Sorry, but I feel I just have to say something here, although I really do hope it does not apply in Clara's case.

I know someone who had her 'spooky' dog checked by two veterinary practices. They could find nothing wrong despite X-rays and other tests.
She was told to ignore the dog's constant demands for reassurance as she was just 'a drama queen'

Two years later she found out about SM. The cavalier was MRI'd and found to be badly affected.

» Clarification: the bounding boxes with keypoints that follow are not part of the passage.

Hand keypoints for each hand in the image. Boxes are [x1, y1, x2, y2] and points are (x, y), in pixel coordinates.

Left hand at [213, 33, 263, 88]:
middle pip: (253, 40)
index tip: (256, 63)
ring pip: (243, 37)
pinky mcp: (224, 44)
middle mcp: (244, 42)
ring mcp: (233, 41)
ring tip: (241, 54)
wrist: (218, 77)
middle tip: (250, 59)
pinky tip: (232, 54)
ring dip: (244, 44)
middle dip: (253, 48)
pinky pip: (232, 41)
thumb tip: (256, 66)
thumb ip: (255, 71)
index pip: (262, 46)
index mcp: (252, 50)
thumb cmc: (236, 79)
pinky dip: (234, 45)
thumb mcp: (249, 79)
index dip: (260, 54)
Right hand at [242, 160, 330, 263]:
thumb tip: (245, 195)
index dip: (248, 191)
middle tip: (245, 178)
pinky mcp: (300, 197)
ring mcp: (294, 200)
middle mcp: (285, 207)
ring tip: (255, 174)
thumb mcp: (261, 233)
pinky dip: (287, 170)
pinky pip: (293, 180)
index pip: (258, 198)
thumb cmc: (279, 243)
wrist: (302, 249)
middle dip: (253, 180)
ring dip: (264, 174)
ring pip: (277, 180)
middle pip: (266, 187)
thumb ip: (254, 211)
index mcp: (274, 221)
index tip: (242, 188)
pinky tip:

50% of the young cavaliers being scanned at the low cost centres have shown the presence of a syrinx, so I am afraid it is something that should be kept in mind if this puzzling behaviour continues

Cathy T
24th October 2009, 05:31 PM
Apologies. Didn't mean to discount the situation as if it were just "drama". Jake is definitely a drama king, after 7 years I can definitely tell the difference between his drama and something serious. I never did figure out why Jake did his behavior, but there were absolutely no other symptoms. Plus, he was old enough at the time that it wouldn't have been related to socialization. I get very irritated when told "Cavaliers are just big babies and prone to drama". That is not normally the case and that's the reason I left my last groomer when after pulling Jake out of a crate by his front legs and him yelping her response was "he's a big baby", never went back there again. When a dog displays "drama" there is usually an underlying reason. The same thing for "quirky behavior" I knew Shelby's "quirky behavior" was not normal for her, had her mri'd and found she has a syrinx. I would never discount a dog's behavior willy nilly.